Dataset records section start

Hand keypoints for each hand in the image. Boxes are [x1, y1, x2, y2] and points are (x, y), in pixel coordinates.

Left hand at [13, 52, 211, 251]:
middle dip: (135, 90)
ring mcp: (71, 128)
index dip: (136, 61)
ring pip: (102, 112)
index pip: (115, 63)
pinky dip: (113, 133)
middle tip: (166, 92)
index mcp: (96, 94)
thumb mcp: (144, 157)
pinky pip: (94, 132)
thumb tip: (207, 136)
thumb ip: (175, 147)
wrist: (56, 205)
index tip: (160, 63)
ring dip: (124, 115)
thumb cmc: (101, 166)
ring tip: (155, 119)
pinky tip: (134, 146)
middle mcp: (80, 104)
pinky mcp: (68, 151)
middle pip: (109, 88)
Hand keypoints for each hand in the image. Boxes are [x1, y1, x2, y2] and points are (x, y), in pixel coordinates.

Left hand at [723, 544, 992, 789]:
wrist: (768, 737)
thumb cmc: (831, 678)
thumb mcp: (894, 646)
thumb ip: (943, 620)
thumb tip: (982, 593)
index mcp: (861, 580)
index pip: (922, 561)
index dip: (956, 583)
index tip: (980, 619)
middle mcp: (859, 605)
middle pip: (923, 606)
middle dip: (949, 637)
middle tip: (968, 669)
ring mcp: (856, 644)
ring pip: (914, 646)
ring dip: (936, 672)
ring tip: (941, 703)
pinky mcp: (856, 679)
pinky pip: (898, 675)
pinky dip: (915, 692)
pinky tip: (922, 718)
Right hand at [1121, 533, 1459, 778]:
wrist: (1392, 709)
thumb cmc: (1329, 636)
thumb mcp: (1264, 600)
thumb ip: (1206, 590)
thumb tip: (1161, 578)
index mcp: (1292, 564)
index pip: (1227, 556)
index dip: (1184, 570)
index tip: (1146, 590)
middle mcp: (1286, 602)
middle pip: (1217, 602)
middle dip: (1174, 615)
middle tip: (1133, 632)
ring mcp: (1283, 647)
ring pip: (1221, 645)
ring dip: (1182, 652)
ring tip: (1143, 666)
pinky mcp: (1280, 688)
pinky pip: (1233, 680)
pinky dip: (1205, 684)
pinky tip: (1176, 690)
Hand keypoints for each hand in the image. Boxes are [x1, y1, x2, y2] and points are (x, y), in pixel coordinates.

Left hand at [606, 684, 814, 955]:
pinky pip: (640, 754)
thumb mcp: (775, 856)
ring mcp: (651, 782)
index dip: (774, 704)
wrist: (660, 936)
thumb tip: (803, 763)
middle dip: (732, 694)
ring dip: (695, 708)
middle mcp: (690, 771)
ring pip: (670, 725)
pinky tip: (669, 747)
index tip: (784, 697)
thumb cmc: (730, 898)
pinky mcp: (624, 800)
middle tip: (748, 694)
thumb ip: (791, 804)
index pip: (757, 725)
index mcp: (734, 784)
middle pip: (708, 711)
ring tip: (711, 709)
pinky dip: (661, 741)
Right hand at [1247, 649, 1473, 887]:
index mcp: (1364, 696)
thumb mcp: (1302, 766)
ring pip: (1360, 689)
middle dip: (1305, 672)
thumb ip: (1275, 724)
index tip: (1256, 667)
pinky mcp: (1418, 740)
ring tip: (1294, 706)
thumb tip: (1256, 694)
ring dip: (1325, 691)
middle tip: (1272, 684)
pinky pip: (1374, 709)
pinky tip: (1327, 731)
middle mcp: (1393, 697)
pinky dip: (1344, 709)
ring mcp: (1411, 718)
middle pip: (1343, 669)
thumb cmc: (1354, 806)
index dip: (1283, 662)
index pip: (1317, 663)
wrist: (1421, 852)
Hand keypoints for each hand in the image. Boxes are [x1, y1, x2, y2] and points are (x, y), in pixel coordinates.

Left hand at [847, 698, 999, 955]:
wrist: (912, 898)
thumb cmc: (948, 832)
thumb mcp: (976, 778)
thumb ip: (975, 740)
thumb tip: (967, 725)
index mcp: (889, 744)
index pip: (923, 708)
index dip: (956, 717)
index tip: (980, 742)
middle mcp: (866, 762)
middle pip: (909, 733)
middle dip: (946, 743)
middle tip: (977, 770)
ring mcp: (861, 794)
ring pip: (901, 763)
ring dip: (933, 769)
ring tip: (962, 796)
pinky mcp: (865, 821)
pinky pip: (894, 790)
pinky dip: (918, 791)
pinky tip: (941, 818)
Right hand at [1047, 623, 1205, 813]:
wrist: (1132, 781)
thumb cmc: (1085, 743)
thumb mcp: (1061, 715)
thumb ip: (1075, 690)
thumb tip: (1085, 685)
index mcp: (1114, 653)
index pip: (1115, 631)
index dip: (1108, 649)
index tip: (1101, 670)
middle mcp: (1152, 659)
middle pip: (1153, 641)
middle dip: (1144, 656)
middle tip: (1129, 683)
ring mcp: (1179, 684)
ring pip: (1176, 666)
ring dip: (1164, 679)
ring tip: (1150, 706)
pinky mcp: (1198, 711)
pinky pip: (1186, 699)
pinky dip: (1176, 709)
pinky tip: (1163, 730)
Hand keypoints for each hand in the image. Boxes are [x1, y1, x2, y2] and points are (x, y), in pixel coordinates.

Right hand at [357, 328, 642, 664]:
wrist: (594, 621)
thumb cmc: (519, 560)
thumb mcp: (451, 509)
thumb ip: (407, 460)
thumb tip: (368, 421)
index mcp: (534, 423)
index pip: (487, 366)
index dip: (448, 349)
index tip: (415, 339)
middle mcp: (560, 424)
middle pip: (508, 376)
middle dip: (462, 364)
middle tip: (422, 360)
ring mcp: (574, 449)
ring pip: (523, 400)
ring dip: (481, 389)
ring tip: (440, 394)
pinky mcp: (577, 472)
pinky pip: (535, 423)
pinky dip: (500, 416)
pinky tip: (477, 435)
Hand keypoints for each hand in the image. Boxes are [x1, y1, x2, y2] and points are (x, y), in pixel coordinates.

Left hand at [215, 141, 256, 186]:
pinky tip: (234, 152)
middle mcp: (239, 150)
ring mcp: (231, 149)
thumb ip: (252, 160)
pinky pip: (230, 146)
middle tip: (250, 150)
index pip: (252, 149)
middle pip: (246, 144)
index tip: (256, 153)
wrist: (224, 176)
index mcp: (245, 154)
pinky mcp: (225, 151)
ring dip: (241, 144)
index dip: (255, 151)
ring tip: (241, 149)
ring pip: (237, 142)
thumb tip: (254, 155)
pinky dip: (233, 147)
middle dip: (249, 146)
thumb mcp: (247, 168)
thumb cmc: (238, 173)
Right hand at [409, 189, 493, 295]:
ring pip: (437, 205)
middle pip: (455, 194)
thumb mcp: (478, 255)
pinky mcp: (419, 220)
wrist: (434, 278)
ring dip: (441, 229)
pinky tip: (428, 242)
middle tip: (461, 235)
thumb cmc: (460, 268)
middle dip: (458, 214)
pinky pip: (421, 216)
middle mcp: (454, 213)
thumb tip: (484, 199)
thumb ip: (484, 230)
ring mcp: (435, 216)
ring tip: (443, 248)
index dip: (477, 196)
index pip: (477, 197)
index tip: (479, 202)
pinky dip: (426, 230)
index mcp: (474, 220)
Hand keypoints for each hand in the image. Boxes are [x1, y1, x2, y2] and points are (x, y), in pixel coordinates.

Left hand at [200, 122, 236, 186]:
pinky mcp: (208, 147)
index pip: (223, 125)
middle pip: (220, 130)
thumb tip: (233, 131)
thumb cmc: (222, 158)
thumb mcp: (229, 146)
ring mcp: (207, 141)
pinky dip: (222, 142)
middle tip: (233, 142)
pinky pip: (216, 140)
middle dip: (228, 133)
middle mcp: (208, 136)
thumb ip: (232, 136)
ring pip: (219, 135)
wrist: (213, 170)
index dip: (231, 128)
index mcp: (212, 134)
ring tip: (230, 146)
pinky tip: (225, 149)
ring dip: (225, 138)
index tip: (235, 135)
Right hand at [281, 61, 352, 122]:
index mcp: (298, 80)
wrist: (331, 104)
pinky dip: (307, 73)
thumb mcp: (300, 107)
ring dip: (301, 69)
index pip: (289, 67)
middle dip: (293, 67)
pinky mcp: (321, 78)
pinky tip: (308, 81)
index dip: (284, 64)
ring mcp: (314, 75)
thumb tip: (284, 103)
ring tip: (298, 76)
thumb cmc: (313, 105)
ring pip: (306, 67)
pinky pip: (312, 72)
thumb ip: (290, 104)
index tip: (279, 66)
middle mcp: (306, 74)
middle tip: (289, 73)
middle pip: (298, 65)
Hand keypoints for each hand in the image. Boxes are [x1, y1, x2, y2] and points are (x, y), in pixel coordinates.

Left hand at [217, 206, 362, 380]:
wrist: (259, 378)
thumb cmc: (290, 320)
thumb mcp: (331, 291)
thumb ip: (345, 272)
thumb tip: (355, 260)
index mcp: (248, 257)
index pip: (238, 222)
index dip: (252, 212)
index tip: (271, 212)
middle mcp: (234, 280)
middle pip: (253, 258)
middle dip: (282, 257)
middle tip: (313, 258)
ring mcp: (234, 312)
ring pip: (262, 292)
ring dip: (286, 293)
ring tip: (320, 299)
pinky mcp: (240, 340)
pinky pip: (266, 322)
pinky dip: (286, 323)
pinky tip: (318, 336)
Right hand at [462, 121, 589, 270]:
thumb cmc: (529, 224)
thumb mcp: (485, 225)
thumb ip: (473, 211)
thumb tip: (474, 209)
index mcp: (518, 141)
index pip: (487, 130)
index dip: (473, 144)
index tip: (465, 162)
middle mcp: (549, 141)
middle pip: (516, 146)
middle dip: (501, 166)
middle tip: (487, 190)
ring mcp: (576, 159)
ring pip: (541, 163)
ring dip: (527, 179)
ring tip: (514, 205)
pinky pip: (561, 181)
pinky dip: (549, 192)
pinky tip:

Dataset records section end

Work to complete: Going back to the entries above, set down exactly the lines that begin at the one with "index dip: (448, 349)" and end at the one with "pinky mcp: (321, 78)", both included, and nothing else.

Solution to the exercise:
index dip: (448, 349)
index tip: (415, 339)
middle mcp: (560, 424)
middle pip: (508, 376)
middle dip: (462, 364)
middle tip: (422, 360)
ring mcp: (574, 449)
ring pip: (523, 400)
ring dip: (481, 389)
ring tip: (440, 394)
pinky mcp: (577, 472)
pinky pip: (535, 423)
pinky dip: (500, 416)
pinky tip: (477, 435)
Hand keypoints for each hand in the image. Boxes are [x1, y1, x2, y2] and points are (x, y), in pixel coordinates.

Left hand at [215, 141, 256, 186]:
pinky tip: (234, 152)
middle mcp: (239, 150)
ring mcp: (231, 149)
thumb ip: (252, 160)
pinky pip: (230, 146)
middle tip: (250, 150)
index pip: (252, 149)
middle pip: (246, 144)
index tip: (256, 153)
wrist: (224, 176)
index mcp: (245, 154)
pinky mcp: (225, 151)
ring dip: (241, 144)
index dip: (255, 151)
ring tip: (241, 149)
ring pip: (237, 142)
thumb tip: (254, 155)
pinky dip: (233, 147)
middle dip: (249, 146)
thumb mcp: (247, 168)
thumb cmc: (238, 173)
Right hand at [409, 189, 493, 295]:
ring pip: (437, 205)
middle pip: (455, 194)
thumb mcp: (478, 255)
pinky mcp: (419, 220)
wrist: (434, 278)
ring dip: (441, 229)
pinky tip: (428, 242)
middle tip: (461, 235)
thumb cmc: (460, 268)
middle dip: (458, 214)
pinky pip: (421, 216)
middle mcp: (454, 213)
thumb tip: (484, 199)
thumb ip: (484, 230)
ring mcp: (435, 216)
ring tip: (443, 248)
index dip: (477, 196)
index pip: (477, 197)
index tip: (479, 202)
pinky dip: (426, 230)
index mcp: (474, 220)
Hand keypoints for each hand in the image. Boxes are [x1, y1, x2, y2] and points are (x, y), in pixel coordinates.

Left hand at [200, 122, 236, 186]:
pinky mcp: (208, 147)
index pip: (223, 125)
middle pip: (220, 130)
thumb tip: (233, 131)
thumb cmc: (222, 158)
thumb mcp: (229, 146)
ring mcp: (207, 141)
pinky dip: (222, 142)
middle tip: (233, 142)
pinky pip: (216, 140)
middle dip: (228, 133)
middle mcp: (208, 136)
thumb ip: (232, 136)
ring pip: (219, 135)
wrist: (213, 170)
index dip: (231, 128)
index mcp: (212, 134)
ring tip: (230, 146)
pinky tip: (225, 149)
ring dip: (225, 138)
index tip: (235, 135)
Right hand at [281, 61, 352, 122]:
index mcp: (298, 80)
wrist: (331, 104)
pinky dip: (307, 73)
thumb mcp: (300, 107)
ring dip: (301, 69)
index pip: (289, 67)
middle dip: (293, 67)
pinky mcp: (321, 78)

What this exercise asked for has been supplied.